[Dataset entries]
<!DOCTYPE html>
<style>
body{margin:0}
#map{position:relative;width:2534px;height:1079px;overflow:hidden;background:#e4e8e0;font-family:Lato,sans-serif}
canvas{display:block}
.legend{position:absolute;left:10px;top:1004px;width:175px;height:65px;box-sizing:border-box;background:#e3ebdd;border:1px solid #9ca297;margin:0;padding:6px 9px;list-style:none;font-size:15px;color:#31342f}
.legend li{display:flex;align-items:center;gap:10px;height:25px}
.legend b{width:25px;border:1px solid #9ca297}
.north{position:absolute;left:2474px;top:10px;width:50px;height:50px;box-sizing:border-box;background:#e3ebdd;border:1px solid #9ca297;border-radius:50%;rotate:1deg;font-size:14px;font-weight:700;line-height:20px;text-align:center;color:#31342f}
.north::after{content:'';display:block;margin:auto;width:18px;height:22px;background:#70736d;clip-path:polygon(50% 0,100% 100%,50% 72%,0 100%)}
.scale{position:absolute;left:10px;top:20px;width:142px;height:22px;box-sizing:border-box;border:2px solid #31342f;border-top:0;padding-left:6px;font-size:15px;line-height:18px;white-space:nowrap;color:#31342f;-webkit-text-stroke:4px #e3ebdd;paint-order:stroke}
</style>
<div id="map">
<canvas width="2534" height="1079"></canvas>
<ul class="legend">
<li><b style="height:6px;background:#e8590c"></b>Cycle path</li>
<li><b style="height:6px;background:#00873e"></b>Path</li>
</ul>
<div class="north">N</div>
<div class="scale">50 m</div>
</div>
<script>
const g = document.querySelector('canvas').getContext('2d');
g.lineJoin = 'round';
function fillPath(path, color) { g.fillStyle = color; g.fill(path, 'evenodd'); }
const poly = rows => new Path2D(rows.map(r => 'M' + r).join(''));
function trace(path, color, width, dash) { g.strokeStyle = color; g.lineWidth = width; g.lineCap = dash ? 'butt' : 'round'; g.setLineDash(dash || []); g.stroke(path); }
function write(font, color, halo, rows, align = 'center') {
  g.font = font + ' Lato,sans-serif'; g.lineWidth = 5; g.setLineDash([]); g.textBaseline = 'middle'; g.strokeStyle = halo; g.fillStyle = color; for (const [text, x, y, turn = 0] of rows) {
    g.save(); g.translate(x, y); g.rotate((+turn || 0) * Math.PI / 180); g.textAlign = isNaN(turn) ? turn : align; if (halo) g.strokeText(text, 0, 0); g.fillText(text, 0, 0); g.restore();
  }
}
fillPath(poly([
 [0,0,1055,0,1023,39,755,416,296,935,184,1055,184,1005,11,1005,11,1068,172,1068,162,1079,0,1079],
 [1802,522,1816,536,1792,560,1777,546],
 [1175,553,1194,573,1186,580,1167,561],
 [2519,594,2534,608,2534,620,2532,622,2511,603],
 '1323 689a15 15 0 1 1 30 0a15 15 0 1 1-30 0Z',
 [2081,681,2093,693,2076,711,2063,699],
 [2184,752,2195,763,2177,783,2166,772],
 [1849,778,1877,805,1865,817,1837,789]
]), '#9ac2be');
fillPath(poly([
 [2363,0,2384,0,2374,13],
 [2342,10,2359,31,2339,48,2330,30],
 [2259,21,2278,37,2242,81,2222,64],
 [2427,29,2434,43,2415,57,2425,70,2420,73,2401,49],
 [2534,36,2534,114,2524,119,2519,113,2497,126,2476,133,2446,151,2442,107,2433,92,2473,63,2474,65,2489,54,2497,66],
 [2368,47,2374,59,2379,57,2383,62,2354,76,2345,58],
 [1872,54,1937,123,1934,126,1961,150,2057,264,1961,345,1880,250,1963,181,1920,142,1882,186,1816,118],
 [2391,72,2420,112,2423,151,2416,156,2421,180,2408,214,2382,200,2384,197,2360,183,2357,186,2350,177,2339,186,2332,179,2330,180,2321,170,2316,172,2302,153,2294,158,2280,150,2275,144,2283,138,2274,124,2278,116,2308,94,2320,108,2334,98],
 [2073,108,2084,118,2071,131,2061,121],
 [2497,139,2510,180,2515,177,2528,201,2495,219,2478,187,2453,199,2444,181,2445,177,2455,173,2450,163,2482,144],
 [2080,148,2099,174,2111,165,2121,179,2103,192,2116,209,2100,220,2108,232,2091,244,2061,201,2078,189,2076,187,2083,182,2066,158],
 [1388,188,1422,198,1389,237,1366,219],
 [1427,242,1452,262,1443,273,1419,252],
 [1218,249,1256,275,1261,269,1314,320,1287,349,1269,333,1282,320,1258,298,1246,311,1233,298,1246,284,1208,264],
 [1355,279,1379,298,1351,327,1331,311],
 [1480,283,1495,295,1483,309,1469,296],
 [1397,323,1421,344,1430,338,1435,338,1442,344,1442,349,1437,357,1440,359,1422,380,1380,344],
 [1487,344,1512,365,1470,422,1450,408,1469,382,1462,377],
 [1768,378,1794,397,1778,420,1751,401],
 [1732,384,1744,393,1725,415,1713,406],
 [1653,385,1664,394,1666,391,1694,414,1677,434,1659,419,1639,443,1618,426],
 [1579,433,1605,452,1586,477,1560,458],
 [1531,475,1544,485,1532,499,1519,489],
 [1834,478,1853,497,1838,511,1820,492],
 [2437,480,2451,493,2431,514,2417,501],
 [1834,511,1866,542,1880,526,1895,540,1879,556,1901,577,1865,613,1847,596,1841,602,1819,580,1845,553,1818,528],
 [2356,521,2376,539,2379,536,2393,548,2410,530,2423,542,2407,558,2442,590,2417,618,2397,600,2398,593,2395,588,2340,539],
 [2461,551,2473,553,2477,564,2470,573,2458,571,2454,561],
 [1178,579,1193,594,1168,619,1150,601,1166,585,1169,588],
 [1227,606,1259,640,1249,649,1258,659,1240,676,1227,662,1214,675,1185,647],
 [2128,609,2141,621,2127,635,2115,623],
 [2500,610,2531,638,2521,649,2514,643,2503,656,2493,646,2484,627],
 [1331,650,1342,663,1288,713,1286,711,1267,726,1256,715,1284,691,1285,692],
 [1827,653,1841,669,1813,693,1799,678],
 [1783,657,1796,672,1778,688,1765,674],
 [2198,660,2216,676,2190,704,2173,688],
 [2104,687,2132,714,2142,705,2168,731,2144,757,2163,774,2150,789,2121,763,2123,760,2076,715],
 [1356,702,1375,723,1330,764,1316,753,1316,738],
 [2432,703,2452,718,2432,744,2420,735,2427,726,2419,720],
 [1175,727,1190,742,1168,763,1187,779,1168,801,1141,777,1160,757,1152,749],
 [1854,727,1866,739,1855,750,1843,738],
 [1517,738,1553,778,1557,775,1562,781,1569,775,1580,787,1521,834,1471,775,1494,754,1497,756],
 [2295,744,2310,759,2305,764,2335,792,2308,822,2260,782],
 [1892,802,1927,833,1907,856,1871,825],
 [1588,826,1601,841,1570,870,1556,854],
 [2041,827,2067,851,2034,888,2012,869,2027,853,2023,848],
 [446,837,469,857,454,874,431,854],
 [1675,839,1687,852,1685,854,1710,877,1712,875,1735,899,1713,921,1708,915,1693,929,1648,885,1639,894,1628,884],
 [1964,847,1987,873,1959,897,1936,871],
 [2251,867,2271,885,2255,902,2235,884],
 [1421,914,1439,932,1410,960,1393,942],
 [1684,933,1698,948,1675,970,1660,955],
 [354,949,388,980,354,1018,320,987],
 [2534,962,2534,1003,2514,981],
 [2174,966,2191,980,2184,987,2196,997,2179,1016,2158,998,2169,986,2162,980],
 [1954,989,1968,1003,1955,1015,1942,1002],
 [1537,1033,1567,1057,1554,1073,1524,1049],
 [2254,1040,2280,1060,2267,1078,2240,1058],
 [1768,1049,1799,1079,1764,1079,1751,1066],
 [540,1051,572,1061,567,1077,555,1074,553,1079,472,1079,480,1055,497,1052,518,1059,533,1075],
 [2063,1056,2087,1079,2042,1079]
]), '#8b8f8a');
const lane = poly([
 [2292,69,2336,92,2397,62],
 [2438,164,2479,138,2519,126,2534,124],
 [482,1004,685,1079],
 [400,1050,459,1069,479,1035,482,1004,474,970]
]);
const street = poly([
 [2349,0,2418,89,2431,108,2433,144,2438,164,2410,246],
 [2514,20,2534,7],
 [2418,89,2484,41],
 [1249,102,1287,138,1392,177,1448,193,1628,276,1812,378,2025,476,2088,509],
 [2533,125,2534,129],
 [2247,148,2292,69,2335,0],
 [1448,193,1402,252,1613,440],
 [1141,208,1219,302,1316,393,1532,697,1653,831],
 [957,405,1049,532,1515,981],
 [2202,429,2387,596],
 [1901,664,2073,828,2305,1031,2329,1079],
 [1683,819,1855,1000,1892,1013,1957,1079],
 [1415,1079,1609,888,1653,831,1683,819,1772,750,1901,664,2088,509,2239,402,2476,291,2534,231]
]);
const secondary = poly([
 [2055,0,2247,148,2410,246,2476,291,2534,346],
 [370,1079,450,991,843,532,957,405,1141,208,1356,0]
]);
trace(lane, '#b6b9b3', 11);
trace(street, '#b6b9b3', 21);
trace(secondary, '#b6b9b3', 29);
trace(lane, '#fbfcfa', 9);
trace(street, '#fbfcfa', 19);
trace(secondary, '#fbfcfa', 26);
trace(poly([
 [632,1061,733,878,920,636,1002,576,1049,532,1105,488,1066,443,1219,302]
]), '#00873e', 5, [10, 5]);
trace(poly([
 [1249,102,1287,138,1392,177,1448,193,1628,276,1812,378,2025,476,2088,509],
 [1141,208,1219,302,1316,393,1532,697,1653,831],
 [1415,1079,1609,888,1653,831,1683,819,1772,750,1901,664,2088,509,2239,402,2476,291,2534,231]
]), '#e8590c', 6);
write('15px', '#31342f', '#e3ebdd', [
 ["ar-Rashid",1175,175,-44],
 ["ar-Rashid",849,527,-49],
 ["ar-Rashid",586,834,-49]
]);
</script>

# [Your task]
The lines of the records that contain the string "canvas" should be located and copied.

# [Answer space]
canvas{display:block}
<canvas width="2534" height="1079"></canvas>
const g = document.querySelector('canvas').getContext('2d');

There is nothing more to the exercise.